During the comparative lull on the Bzura-Rawka-Pilitza line I have been trying to go about to certain important salients on our front and have a look both at the terrain, and the positions which we are defending.

Leaving Warsaw by motor we ran out to the head-quarters of a certain army where we found the General living in the palace of a Polish noble. Beautiful avenues of trees gave access to a wonderful garden with a little lake before an old mansion dating back to the eighteenth century. Here in the quiet seclusion of a little forest lives the general, who presides over the destinies of perhaps 150,000 men. We are received cordially by the Chief of Staff who, with exemplary patience, reads over the twelve permits of various sorts which complete the constantly growing collection of authorizations for me to come and go on this front.
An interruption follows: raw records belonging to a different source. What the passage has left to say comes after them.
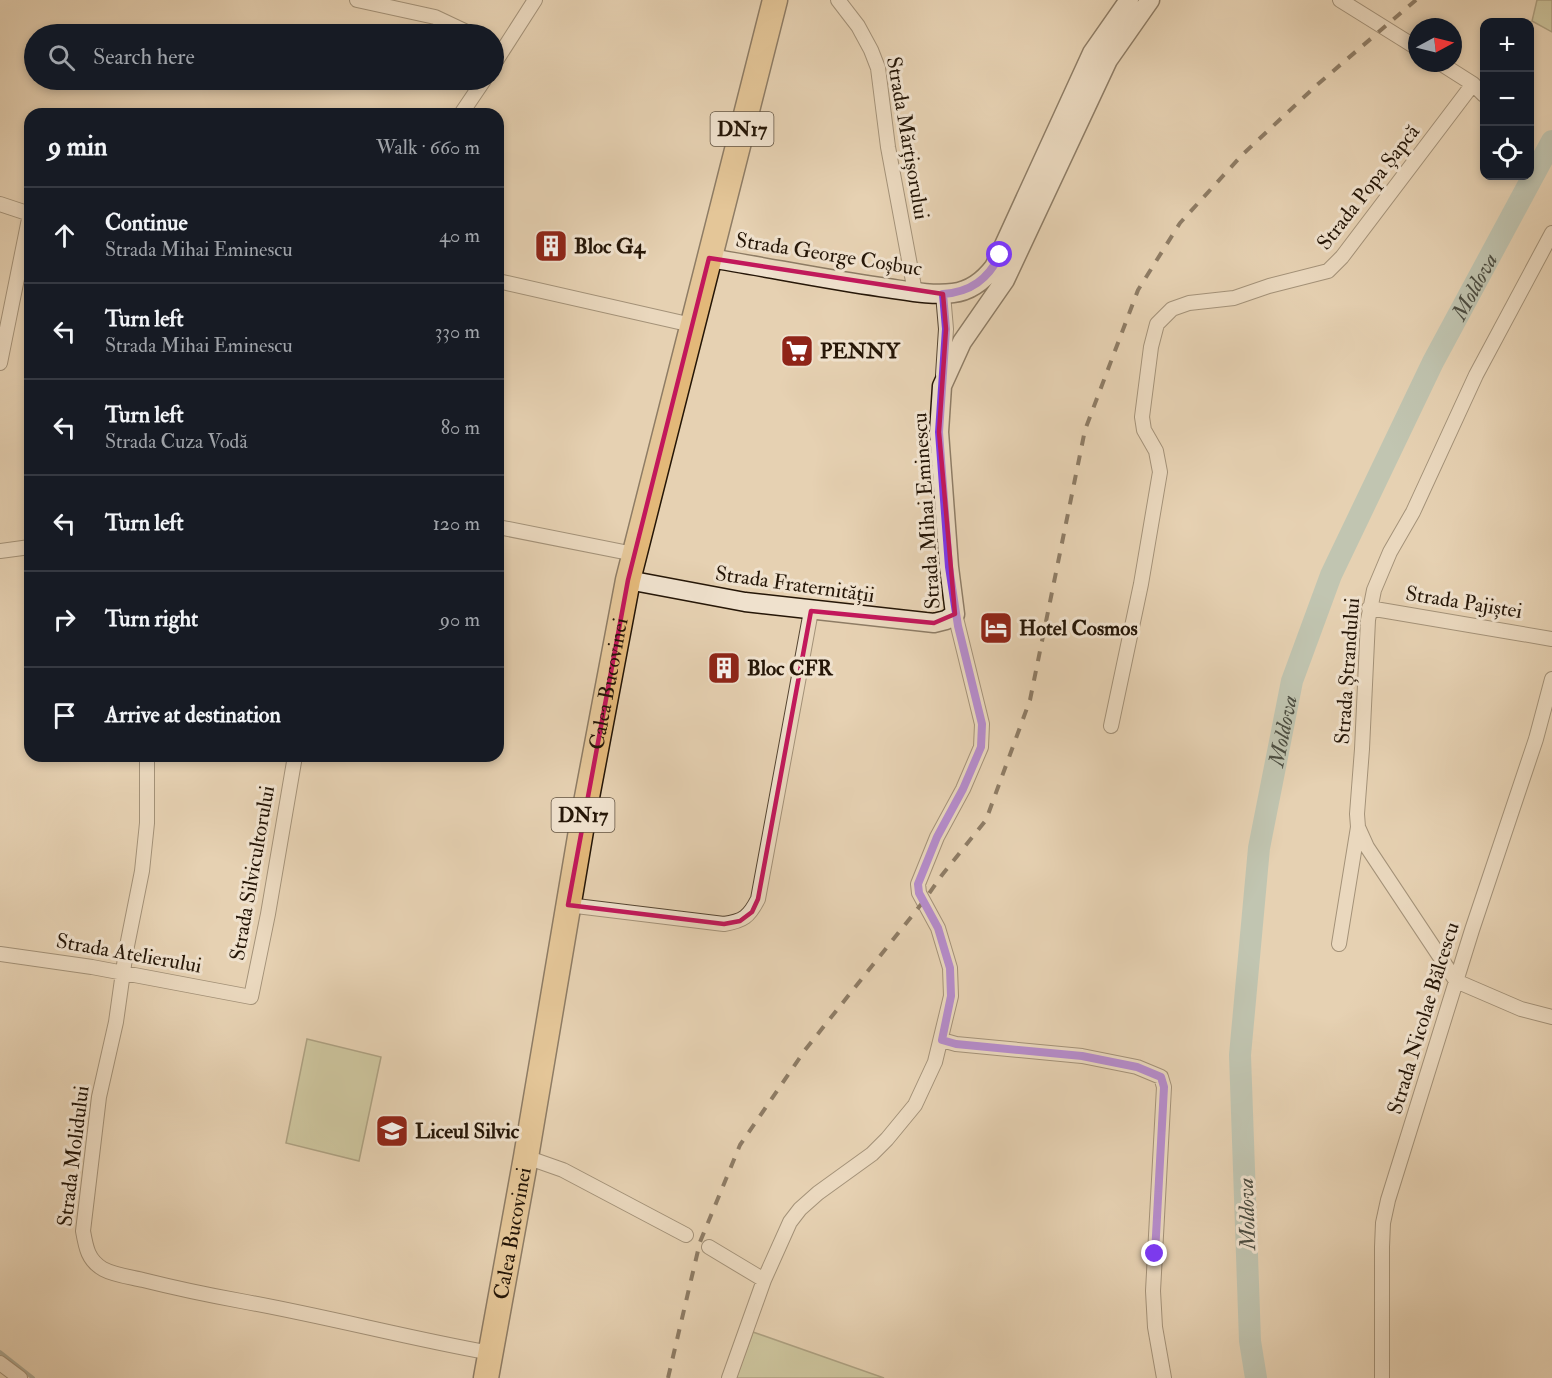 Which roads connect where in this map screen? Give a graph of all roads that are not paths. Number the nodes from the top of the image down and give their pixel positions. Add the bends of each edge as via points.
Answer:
1 (357, 0) edge
2 (535, 0) edge
3 (775, 0) edge
4 (838, 0) edge
5 (1129, 0) edge
6 (1150, 0) edge
7 (1340, 0) edge
8 (450, 24) edge
9 (1408, 42) edge
10 (504, 45) edge
11 (1454, 72) edge
12 (1473, 84) junction
13 (477, 90) edge
14 (1480, 90) edge
15 (465, 108) edge
16 (0, 204) edge
17 (24, 212) edge
18 (1552, 233) edge
19 (24, 244) edge
20 (709, 258) junction
21 (504, 282) edge
22 (915, 292) junction
23 (943, 294) junction
24 (692, 325) junction
25 (0, 363) edge
26 (942, 387) junction
27 (504, 528) edge
28 (24, 548) edge
29 (0, 551) edge
30 (634, 554) junction
31 (628, 580) junction
32 (1369, 608) junction
33 (811, 611) junction
34 (955, 614) junction
35 (1552, 639) edge
36 (1552, 679) edge
37 (1111, 726) dead end
38 (147, 762) edge
39 (294, 762) edge
40 (1358, 827) junction
41 (568, 905) junction
42 (1339, 944) dead end
43 (0, 954) edge
44 (123, 974) junction
45 (1456, 981) junction
46 (251, 998) joint
47 (1552, 1017) edge
48 (942, 1040) junction
49 (526, 1157) junction
50 (686, 1235) dead end
51 (708, 1247) dead end
52 (764, 1280) junction
53 (491, 1353) junction
54 (0, 1363) edge
55 (20, 1378) edge
56 (486, 1378) edge
57 (729, 1378) edge
58 (1164, 1378) edge
59 (1382, 1378) edge

1 - 8 street via 435,17
2 - 10 street
3 - 20 highway, Calea Bucovinei / DN17
4 - 22 street, Strada Mărțișorului via 858,26 878,68 888,147
5 - 23 street via 1092,54 994,267 975,285
6 - 26 street, Strada Mihai Eminescu via 1108,60 1005,280 962,342
7 - 9 street
11 - 12 street
12 - 14 street
12 - 37 street, Strada Popa Șapcă via 1328,271 1234,298 1189,303 1172,309 1157,324 1142,417 1160,472
13 - 15 street
16 - 17 street
18 - 32 street, Strada Ștrandului via 1476,375 1413,512 1390,552
19 - 25 street
20 - 22 street, Strada George Coșbuc
20 - 24 highway, Calea Bucovinei / DN17
21 - 24 street
22 - 23 street, Strada George Coșbuc
23 - 26 street, Strada Mihai Eminescu via 946,329
24 - 30 highway, Calea Bucovinei / DN17
26 - 34 street, Strada Mihai Eminescu via 939,432
27 - 30 street
28 - 29 street
30 - 31 highway, Calea Bucovinei / DN17
31 - 33 street, Strada Fraternității via 745,603
31 - 41 highway, Calea Bucovinei / DN17
32 - 35 street, Strada Pajiștei
32 - 40 street, Strada Ștrandului
33 - 34 street, Strada Fraternității via 934,623
33 - 41 street via 758,899 752,912 740,921 724,924
34 - 48 street, Strada Mihai Eminescu via 982,724 981,747 918,884 938,928 950,968 951,996
36 - 45 street, Strada Nicolae Bălcescu
38 - 44 street, Strada Molidului via 144,852
39 - 46 street, Strada Silvicultorului
40 - 42 street
40 - 45 street, Strada Ștrandului via 1367,847
41 - 49 highway, Calea Bucovinei / DN17
43 - 44 street, Strada Atelierului
44 - 46 street, Strada Atelierului
44 - 53 street, Strada Molidului via 99,1097 86,1199 83,1231 86,1251 94,1263 106,1271 210,1296
45 - 47 street via 1521,1009
45 - 59 street, Strada Nicolae Bălcescu via 1383,1223
48 - 52 street via 915,1105 872,1154 800,1209 790,1222
48 - 58 street via 1082,1056 1137,1067 1161,1077 1164,1087 1153,1291
49 - 50 street via 563,1170
49 - 53 highway, Calea Bucovinei / DN17
51 - 52 street
52 - 57 street
53 - 56 highway, Calea Bucovinei / DN17
54 - 55 street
After careful scrutiny of all he sighs heavily, for perhaps he is not an admirer of the press, but none the less he inquires cordially what we would like to do. “Heavy batteries and observation points” is always my reply for reasons already explained. A smart young aide is sent for who, it appears, speaks English fluently, having lived for some time in America. The staff offer us an additional automobile, and while this is being brought round we sit out under the trees in the garden. Just behind the house, in a bower, is another officer of the staff sitting in an easy-chair behind a table before which stand a group of Austrian prisoners whom he is examining for information. After a few minutes our young aide comes back, and with two automobiles we start for the positions.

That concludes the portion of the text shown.